▸ **Activity**
Reproduce the closing run of lines below verbatim, from the line that contains "pinky pip: (600, 452)" up to and including the final line.

Records from a collection:
◇ ◇ ◇ ◇
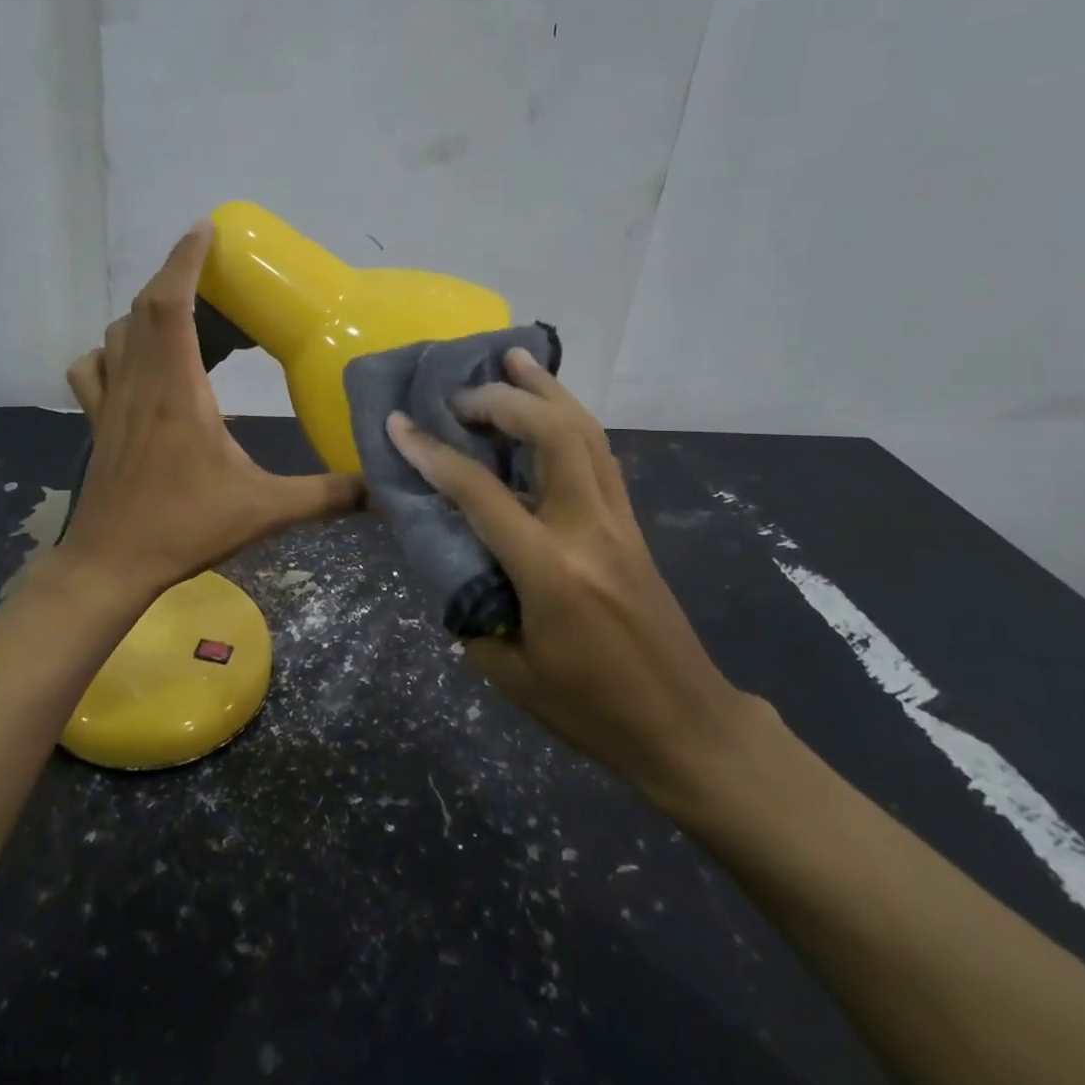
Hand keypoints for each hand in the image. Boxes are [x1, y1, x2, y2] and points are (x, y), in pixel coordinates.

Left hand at [59, 219, 364, 599]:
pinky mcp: (97, 420)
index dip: (185, 259)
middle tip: (218, 278)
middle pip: (146, 307)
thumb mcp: (265, 510)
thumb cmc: (184, 528)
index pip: (171, 304)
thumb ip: (326, 495)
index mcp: (177, 390)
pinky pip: (94, 366)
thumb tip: (379, 484)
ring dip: (150, 311)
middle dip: (179, 278)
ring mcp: (110, 400)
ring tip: (189, 317)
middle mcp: (138, 382)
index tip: (206, 227)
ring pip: (119, 332)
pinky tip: (135, 362)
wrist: (111, 564)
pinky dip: (113, 349)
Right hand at [386, 349, 763, 805]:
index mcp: (550, 571)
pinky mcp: (633, 524)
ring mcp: (619, 521)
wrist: (686, 727)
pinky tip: (550, 407)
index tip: (398, 424)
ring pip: (586, 431)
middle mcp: (589, 530)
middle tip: (461, 392)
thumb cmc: (592, 710)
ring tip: (514, 358)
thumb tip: (448, 559)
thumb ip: (470, 610)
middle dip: (502, 400)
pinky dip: (570, 417)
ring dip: (547, 389)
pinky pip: (600, 452)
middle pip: (552, 434)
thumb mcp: (510, 674)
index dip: (432, 453)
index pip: (481, 492)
◇ ◇ ◇ ◇
▸ **Solved problem**
pinky pip: (600, 452)
middle pip: (552, 434)
thumb mcp: (510, 674)
index dip: (432, 453)
index pip: (481, 492)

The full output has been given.